Apple MacBook Air and Acer Chromebook shown side-by-side, the MacBook on a blue background and the Chromebook on a beige background with a diagonal dividing line.
(Image credit: Apple, Acer)

If you’re looking for a new portable PC and don’t want to buy a Windows laptop, there are two main competitors available to you. Yes, we know that you can install Linux on a laptop, but if you do that you’re probably so tech-aware that you hardly need our advice. For most consumers, the primary alternatives are MacBooks and Chromebooks.

Both of these have been around for ages, with the first Chromebooks launching in 2011 and the original MacBook releasing way back in the heady days of 2006. They’ve come a long way from their humble, incredibly chunky origins, with MacBooks becoming a favorite choice of premium laptops for creatives and professionals while Chromebooks have cornered the budget laptop market.

We’re going to be comparing Chromebooks to the MacBook Air specifically, since they’re closer in specs than the more powerful (and more expensive) MacBook Pro. Chromebooks are also typically compact and lightweight, making them just as good as the MacBook Air if you want a nice, small laptop to take to work, school, or on public transport.

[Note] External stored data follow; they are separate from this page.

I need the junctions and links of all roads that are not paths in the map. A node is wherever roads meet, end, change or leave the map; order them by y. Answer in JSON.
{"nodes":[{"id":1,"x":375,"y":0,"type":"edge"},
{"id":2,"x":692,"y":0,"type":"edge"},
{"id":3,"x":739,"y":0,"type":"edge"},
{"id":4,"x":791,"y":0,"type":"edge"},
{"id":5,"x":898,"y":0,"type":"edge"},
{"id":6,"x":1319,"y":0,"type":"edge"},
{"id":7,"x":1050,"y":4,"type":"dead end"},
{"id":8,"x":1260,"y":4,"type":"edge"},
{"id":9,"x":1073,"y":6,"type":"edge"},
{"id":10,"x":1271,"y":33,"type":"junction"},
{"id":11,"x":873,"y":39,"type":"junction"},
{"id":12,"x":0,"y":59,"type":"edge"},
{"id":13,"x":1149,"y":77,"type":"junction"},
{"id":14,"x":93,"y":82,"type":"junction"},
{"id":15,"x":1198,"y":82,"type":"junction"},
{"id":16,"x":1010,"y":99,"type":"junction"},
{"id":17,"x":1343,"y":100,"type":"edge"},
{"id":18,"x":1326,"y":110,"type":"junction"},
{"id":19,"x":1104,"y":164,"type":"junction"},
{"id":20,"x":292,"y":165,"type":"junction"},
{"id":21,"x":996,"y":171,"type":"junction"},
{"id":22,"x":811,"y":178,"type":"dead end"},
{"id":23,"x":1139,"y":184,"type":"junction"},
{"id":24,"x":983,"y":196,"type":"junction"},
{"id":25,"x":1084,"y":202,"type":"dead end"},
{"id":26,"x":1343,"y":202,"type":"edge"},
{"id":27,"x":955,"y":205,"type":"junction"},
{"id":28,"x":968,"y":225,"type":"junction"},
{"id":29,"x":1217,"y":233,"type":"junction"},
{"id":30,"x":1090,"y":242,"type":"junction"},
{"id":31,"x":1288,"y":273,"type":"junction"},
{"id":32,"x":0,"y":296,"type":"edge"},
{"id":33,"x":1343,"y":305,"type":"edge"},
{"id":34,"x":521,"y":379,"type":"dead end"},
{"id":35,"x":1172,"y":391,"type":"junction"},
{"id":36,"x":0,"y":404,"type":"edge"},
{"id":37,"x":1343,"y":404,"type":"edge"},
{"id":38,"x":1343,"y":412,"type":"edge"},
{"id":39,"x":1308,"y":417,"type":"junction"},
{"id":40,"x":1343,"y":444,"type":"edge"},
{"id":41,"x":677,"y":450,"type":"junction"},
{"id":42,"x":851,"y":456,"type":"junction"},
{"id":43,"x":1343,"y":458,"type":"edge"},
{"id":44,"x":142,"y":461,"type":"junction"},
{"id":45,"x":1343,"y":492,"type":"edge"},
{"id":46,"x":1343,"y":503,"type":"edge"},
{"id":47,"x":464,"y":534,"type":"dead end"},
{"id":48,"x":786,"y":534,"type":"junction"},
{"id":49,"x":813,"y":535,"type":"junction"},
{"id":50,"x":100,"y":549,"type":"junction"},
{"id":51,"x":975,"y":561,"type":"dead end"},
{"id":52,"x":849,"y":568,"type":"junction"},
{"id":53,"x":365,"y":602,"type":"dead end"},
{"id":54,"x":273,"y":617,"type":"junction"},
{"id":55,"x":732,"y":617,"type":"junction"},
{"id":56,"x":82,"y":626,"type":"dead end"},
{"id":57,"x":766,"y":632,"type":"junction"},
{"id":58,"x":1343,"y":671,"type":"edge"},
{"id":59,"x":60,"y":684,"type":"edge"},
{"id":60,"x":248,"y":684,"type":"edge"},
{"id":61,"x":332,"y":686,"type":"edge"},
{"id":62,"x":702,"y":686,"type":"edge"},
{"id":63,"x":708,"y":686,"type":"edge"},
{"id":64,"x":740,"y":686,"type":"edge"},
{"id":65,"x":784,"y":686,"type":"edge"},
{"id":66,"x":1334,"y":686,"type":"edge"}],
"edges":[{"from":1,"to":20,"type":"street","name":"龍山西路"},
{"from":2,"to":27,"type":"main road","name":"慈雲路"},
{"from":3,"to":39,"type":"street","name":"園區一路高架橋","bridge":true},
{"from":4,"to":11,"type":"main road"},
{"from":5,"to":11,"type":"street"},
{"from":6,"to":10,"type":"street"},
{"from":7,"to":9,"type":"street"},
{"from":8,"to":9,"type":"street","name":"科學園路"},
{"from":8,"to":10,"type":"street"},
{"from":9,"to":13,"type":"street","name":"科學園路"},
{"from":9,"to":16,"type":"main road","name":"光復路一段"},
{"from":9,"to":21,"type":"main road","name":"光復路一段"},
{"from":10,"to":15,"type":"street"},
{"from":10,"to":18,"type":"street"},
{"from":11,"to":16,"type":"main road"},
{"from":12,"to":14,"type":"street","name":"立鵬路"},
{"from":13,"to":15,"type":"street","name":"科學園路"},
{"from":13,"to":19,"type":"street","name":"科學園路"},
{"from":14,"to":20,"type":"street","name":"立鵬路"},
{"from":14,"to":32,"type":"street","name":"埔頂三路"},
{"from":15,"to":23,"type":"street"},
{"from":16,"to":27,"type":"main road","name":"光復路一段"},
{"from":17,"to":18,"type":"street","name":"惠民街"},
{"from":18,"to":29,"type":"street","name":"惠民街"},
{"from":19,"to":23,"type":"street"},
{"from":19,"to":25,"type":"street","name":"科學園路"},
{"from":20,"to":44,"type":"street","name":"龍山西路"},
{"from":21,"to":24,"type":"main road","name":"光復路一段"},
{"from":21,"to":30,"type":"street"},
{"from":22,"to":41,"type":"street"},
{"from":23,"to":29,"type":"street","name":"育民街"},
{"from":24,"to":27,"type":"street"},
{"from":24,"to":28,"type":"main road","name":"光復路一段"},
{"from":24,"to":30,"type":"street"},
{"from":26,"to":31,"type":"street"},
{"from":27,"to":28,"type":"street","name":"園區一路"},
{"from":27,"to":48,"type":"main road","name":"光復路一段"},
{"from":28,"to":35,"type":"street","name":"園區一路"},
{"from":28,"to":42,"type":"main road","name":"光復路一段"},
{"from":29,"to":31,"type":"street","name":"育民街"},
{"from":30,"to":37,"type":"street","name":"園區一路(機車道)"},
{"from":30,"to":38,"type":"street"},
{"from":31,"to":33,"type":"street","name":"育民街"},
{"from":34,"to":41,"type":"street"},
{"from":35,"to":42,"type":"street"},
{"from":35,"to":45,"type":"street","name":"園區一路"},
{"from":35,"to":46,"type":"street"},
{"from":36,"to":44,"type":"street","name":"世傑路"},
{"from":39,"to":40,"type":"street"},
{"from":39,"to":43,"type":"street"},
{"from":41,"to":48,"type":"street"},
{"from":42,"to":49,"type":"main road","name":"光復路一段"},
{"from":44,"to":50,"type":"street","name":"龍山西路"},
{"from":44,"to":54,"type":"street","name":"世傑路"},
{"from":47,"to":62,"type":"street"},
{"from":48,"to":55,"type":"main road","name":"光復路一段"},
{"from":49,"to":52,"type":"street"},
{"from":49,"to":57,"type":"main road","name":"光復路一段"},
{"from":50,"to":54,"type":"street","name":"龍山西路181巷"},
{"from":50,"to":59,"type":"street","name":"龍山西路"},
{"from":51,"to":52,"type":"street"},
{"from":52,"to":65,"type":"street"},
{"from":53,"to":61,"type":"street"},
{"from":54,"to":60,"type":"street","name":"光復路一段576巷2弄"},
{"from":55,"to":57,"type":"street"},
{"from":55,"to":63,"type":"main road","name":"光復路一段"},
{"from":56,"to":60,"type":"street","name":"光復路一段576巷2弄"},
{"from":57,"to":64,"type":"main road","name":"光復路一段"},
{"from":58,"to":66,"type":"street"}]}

We’ll break down the pros and cons of each, and hopefully determine which is best - or, at the very least, which one is right for you.

MacBook Air vs Chromebook: Price

If we were looking purely at price tags here, Apple would stumble and break a leg straight out of the gate. The new 2022 model of the MacBook Air (which uses Apple’s powerful new M2 chip) costs a whopping $1,199 (£1,249 / AU$1,899) - a price tag arguably more befitting of a premium Windows laptop or the more powerful MacBook Pro.

Older MacBook Air models such as the 2020 M1 version or Intel-powered editions came in at $999 (£999 / AU$1,599), but you can generally find them for less nowadays. They’re still more expensive than the best Chromebooks, which were always positioned as a more wallet-friendly alternative to conventional laptops.

While premium Chromebooks with similar pricing to the MacBook Air do exist - like the excellent Google Pixelbook Go and HP Elite Dragonfly Chromebook - most are quite a bit cheaper. The Chromebook Flip series from Asus sits in the $500-600 range depending on the specs, while you can snap up super budget options like the 2021 Acer Spin 311 for less than $300.

These cheap Chromebooks obviously won’t compete with any thousand-dollar laptop when it comes to performance, though. If you need a laptop with solid performance for running more intensive software, a MacBook Air with an M1 or M2 chip is likely to beat most Chromebooks hands down.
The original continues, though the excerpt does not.